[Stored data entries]
################

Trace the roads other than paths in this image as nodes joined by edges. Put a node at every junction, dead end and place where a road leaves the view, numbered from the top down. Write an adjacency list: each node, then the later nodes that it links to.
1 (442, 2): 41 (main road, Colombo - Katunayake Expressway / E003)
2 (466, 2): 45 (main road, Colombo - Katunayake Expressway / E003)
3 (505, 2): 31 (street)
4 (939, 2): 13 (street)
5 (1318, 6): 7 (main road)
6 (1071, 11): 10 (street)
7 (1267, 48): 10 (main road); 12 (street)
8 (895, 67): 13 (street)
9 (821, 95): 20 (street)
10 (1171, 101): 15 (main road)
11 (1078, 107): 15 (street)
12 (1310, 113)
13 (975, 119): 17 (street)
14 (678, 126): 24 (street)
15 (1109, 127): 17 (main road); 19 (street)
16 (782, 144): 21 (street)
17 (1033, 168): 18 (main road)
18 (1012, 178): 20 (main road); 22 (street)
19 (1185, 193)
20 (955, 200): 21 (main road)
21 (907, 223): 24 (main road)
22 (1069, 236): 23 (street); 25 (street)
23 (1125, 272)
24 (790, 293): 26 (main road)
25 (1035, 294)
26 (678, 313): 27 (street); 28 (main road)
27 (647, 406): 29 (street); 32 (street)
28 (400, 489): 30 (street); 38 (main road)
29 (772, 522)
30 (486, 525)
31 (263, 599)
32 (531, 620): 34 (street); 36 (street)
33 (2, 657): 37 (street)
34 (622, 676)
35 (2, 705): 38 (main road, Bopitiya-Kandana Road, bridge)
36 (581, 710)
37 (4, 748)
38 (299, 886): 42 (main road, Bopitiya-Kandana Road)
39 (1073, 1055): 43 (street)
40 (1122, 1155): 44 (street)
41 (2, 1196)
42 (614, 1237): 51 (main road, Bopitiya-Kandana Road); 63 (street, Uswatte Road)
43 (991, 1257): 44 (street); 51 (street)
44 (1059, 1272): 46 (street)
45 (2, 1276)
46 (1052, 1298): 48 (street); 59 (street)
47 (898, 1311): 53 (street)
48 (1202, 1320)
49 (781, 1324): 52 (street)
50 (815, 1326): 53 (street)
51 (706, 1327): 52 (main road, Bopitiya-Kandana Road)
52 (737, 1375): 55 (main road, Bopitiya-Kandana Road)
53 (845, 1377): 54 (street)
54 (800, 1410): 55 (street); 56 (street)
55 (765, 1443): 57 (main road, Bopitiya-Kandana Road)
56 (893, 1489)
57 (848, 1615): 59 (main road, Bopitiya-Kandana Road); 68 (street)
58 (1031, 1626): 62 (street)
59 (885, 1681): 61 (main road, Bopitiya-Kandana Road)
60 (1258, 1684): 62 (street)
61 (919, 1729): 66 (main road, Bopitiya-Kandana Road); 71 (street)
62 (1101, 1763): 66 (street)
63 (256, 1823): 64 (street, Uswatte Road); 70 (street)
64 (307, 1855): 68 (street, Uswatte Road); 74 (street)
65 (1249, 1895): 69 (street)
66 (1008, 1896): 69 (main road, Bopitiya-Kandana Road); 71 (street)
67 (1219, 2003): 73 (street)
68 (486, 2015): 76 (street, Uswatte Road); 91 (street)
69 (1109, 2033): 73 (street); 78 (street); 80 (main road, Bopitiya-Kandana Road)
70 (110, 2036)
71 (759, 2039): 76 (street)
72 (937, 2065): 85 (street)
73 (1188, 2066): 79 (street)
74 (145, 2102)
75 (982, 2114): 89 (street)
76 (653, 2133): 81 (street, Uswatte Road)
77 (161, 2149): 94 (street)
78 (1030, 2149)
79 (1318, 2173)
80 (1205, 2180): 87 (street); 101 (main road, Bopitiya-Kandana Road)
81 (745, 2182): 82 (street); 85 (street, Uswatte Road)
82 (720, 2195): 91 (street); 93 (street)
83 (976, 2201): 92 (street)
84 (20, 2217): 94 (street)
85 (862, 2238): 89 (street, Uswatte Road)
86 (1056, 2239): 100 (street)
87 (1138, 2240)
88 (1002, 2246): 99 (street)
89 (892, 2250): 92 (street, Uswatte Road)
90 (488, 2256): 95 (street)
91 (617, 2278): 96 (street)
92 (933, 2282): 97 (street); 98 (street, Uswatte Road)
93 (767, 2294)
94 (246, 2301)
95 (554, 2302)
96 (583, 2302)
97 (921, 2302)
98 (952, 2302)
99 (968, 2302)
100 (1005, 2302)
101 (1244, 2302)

################

▸ Task:
Restate every entry word for word.

▸ Exercise result:
Trace the roads other than paths in this image as nodes joined by edges. Put a node at every junction, dead end and place where a road leaves the view, numbered from the top down. Write an adjacency list: each node, then the later nodes that it links to.
1 (442, 2): 41 (main road, Colombo - Katunayake Expressway / E003)
2 (466, 2): 45 (main road, Colombo - Katunayake Expressway / E003)
3 (505, 2): 31 (street)
4 (939, 2): 13 (street)
5 (1318, 6): 7 (main road)
6 (1071, 11): 10 (street)
7 (1267, 48): 10 (main road); 12 (street)
8 (895, 67): 13 (street)
9 (821, 95): 20 (street)
10 (1171, 101): 15 (main road)
11 (1078, 107): 15 (street)
12 (1310, 113)
13 (975, 119): 17 (street)
14 (678, 126): 24 (street)
15 (1109, 127): 17 (main road); 19 (street)
16 (782, 144): 21 (street)
17 (1033, 168): 18 (main road)
18 (1012, 178): 20 (main road); 22 (street)
19 (1185, 193)
20 (955, 200): 21 (main road)
21 (907, 223): 24 (main road)
22 (1069, 236): 23 (street); 25 (street)
23 (1125, 272)
24 (790, 293): 26 (main road)
25 (1035, 294)
26 (678, 313): 27 (street); 28 (main road)
27 (647, 406): 29 (street); 32 (street)
28 (400, 489): 30 (street); 38 (main road)
29 (772, 522)
30 (486, 525)
31 (263, 599)
32 (531, 620): 34 (street); 36 (street)
33 (2, 657): 37 (street)
34 (622, 676)
35 (2, 705): 38 (main road, Bopitiya-Kandana Road, bridge)
36 (581, 710)
37 (4, 748)
38 (299, 886): 42 (main road, Bopitiya-Kandana Road)
39 (1073, 1055): 43 (street)
40 (1122, 1155): 44 (street)
41 (2, 1196)
42 (614, 1237): 51 (main road, Bopitiya-Kandana Road); 63 (street, Uswatte Road)
43 (991, 1257): 44 (street); 51 (street)
44 (1059, 1272): 46 (street)
45 (2, 1276)
46 (1052, 1298): 48 (street); 59 (street)
47 (898, 1311): 53 (street)
48 (1202, 1320)
49 (781, 1324): 52 (street)
50 (815, 1326): 53 (street)
51 (706, 1327): 52 (main road, Bopitiya-Kandana Road)
52 (737, 1375): 55 (main road, Bopitiya-Kandana Road)
53 (845, 1377): 54 (street)
54 (800, 1410): 55 (street); 56 (street)
55 (765, 1443): 57 (main road, Bopitiya-Kandana Road)
56 (893, 1489)
57 (848, 1615): 59 (main road, Bopitiya-Kandana Road); 68 (street)
58 (1031, 1626): 62 (street)
59 (885, 1681): 61 (main road, Bopitiya-Kandana Road)
60 (1258, 1684): 62 (street)
61 (919, 1729): 66 (main road, Bopitiya-Kandana Road); 71 (street)
62 (1101, 1763): 66 (street)
63 (256, 1823): 64 (street, Uswatte Road); 70 (street)
64 (307, 1855): 68 (street, Uswatte Road); 74 (street)
65 (1249, 1895): 69 (street)
66 (1008, 1896): 69 (main road, Bopitiya-Kandana Road); 71 (street)
67 (1219, 2003): 73 (street)
68 (486, 2015): 76 (street, Uswatte Road); 91 (street)
69 (1109, 2033): 73 (street); 78 (street); 80 (main road, Bopitiya-Kandana Road)
70 (110, 2036)
71 (759, 2039): 76 (street)
72 (937, 2065): 85 (street)
73 (1188, 2066): 79 (street)
74 (145, 2102)
75 (982, 2114): 89 (street)
76 (653, 2133): 81 (street, Uswatte Road)
77 (161, 2149): 94 (street)
78 (1030, 2149)
79 (1318, 2173)
80 (1205, 2180): 87 (street); 101 (main road, Bopitiya-Kandana Road)
81 (745, 2182): 82 (street); 85 (street, Uswatte Road)
82 (720, 2195): 91 (street); 93 (street)
83 (976, 2201): 92 (street)
84 (20, 2217): 94 (street)
85 (862, 2238): 89 (street, Uswatte Road)
86 (1056, 2239): 100 (street)
87 (1138, 2240)
88 (1002, 2246): 99 (street)
89 (892, 2250): 92 (street, Uswatte Road)
90 (488, 2256): 95 (street)
91 (617, 2278): 96 (street)
92 (933, 2282): 97 (street); 98 (street, Uswatte Road)
93 (767, 2294)
94 (246, 2301)
95 (554, 2302)
96 (583, 2302)
97 (921, 2302)
98 (952, 2302)
99 (968, 2302)
100 (1005, 2302)
101 (1244, 2302)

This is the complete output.